• **Data listing**:

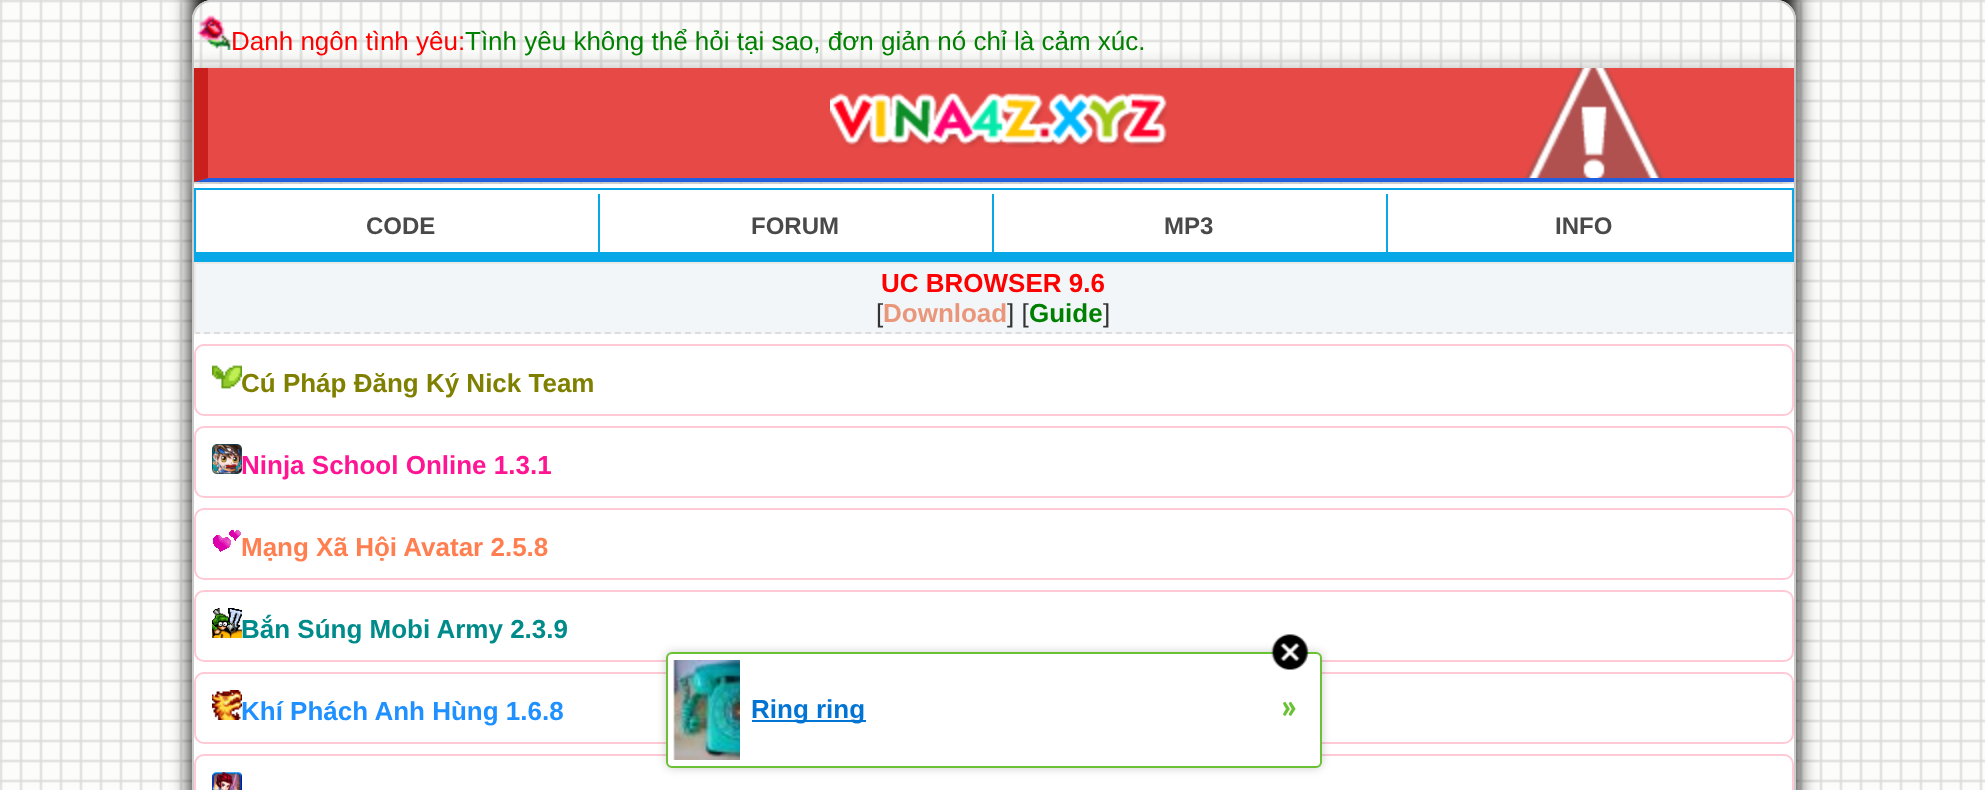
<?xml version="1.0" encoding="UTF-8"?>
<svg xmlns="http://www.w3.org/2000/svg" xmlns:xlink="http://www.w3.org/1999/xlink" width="1985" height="790">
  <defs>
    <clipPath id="clip1"><path d="M 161 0 h 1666 v 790 h -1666 z m 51 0 h 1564 c 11 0 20 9 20 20 v 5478 c 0 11 -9 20 -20 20 h -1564 c -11 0 -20 -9 -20 -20 v -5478 c 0 -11 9 -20 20 -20 z" clip-rule="evenodd" /></clipPath>
  </defs>
  <rect width="100%" height="100%" fill="#ffffff" />
  <image x="0" y="0" width="1985" height="790" xlink:href="image1.png" />
  <g clip-path="url(#clip1)">
    <rect x="192" y="-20" width="1604" height="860" rx="20" fill="#000000" filter="blur(10px)" />
  </g>
  <rect x="193" y="1" width="1602" height="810" rx="19" fill="none" stroke="#cdcdcd" stroke-width="2" />
  <rect x="192" y="70" width="1600" height="114" fill="#aaaaaa" filter="blur(10px)" />
  <image x="197" y="15" width="34" height="35" xlink:href="image2.png" />
  <rect x="194" y="68" width="1600" height="114" fill="#e74946" />
  <image x="1524" y="68" width="140" height="110" xlink:href="image3.png" />
  <path d="M 1794 182 h -1600 l 14 -4 h 1586 z" fill="#2060e0" />
  <path d="M 194 182 v -114 h 14 v 110 z" fill="#c9201d" />
  <image x="830" y="91" width="338" height="57" xlink:href="image4.png" />
  <rect x="194" y="184" width="1600" height="606" fill="#ffffff" />
  <rect x="194" y="188" width="1600" height="2" fill="#08a8e8" />
  <rect x="1792" y="188" width="2" height="64" fill="#08a8e8" />
  <rect x="196" y="252" width="1598" height="10" fill="#08a8e8" />
  <rect x="194" y="188" width="2" height="74" fill="#08a8e8" />
  <rect x="598" y="194" width="2" height="58" fill="#08a8e8" />
  <rect x="992" y="194" width="2" height="58" fill="#08a8e8" />
  <rect x="1386" y="194" width="2" height="58" fill="#08a8e8" />
  <rect x="196" y="264" width="1596" height="70" fill="#f2f6f8" />
  <rect x="194" y="262" width="1600" height="2" fill="#eaeae9" />
  <rect x="1792" y="262" width="2" height="72" fill="#eaeae9" />
  <path d="M 194 333 h 1600" fill="none" stroke="#dddddd" stroke-width="2" stroke-dasharray="6 4.02" />
  <rect x="194" y="262" width="2" height="72" fill="#eaeae9" />
  <rect x="195" y="345" width="1598" height="70" rx="9" fill="none" stroke="#ffc9d6" stroke-width="2" />
  <image x="212" y="365" width="30" height="24" xlink:href="image5.png" />
  <rect x="195" y="427" width="1598" height="70" rx="9" fill="none" stroke="#ffc9d6" stroke-width="2" />
  <image x="212" y="444" width="30" height="30" xlink:href="image6.png" />
  <rect x="195" y="509" width="1598" height="70" rx="9" fill="none" stroke="#ffc9d6" stroke-width="2" />
  <image x="213" y="530" width="28" height="22" xlink:href="image7.png" />
  <rect x="195" y="591" width="1598" height="70" rx="9" fill="none" stroke="#ffc9d6" stroke-width="2" />
  <image x="212" y="608" width="30" height="30" xlink:href="image8.png" />
  <rect x="195" y="673" width="1598" height="70" rx="9" fill="none" stroke="#ffc9d6" stroke-width="2" />
  <image x="212" y="690" width="30" height="30" xlink:href="image9.png" />
  <rect x="195" y="755" width="1598" height="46" rx="9" fill="none" stroke="#ffc9d6" stroke-width="2" />
  <image x="212" y="772" width="30" height="18" xlink:href="image10.png" />
  <rect x="666" y="652" width="656" height="116" rx="6" fill="#000000" fill-opacity="0.2" filter="blur(5px)" />
  <rect x="667" y="653" width="654" height="114" rx="5" fill="#ffffff" stroke="#6bc135" stroke-width="2" />
  <image x="1271" y="634" width="38" height="36" xlink:href="image11.png" />
  <image x="673" y="660" width="67" height="100" xlink:href="image12.png" />
  <rect x="752" y="720" width="114" height="2" fill="#0274d4" />
  <text x="231" y="50" style="font-family: Liberation Sans; font-size: 26px; fill: #ff0000">Danh ngôn tình yêu:</text>
  <text x="465" y="50" style="font-family: Liberation Sans; font-size: 26px; fill: #008000">Tình yêu không thể hỏi tại sao, đơn giản nó chỉ là cảm xúc.</text>
  <text x="366" y="234" style="font-family: Liberation Sans; font-size: 24px; font-weight: bold; fill: #494949">CODE</text>
  <text x="751" y="234" style="font-family: Liberation Sans; font-size: 24px; font-weight: bold; fill: #494949">FORUM</text>
  <text x="1164" y="234" style="font-family: Liberation Sans; font-size: 24px; font-weight: bold; fill: #494949">MP3</text>
  <text x="1555" y="234" style="font-family: Liberation Sans; font-size: 24px; font-weight: bold; fill: #494949">INFO</text>
  <text x="881" y="292" style="font-family: Liberation Sans; font-size: 26px; font-weight: bold; fill: #ff0000">UC BROWSER 9.6</text>
  <text x="876" y="322" style="font-family: Liberation Sans; font-size: 26px; fill: #333333">[</text>
  <text x="883" y="322" style="font-family: Liberation Sans; font-size: 26px; font-weight: bold; fill: #e9967a">Download</text>
  <text x="1007" y="322" style="font-family: Liberation Sans; font-size: 26px; fill: #333333">] [</text>
  <text x="1029" y="322" style="font-family: Liberation Sans; font-size: 26px; font-weight: bold; fill: #008000">Guide</text>
  <text x="1103" y="322" style="font-family: Liberation Sans; font-size: 26px; fill: #333333">]</text>
  <text x="241" y="392" style="font-family: Liberation Sans; font-size: 26px; font-weight: bold; fill: #808000">Cú Pháp Đăng Ký Nick Team</text>
  <text x="241" y="474" style="font-family: Liberation Sans; font-size: 26px; font-weight: bold; fill: #ff1493">Ninja School Online 1.3.1</text>
  <text x="241" y="556" style="font-family: Liberation Sans; font-size: 26px; font-weight: bold; fill: #ff7f50">Mạng Xã Hội Avatar 2.5.8</text>
  <text x="241" y="638" style="font-family: Liberation Sans; font-size: 26px; font-weight: bold; fill: #008b8b">Bắn Súng Mobi Army 2.3.9</text>
  <text x="241" y="720" style="font-family: Liberation Sans; font-size: 26px; font-weight: bold; fill: #1e90ff">Khí Phách Anh Hùng 1.6.8</text>
  <text x="751" y="718" style="font-family: Liberation Sans; font-size: 26px; font-weight: bold; fill: #0274d4">Ring ring</text>
  <text x="1280" y="718" style="font-family: Carlito; font-size: 36px; font-weight: bold; fill: #6bc135">»</text>
</svg>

• **Exercise brief**:
Within the listing above, tally the lines where the word "path" occurs and write only the total.

• **Exercise response**:
5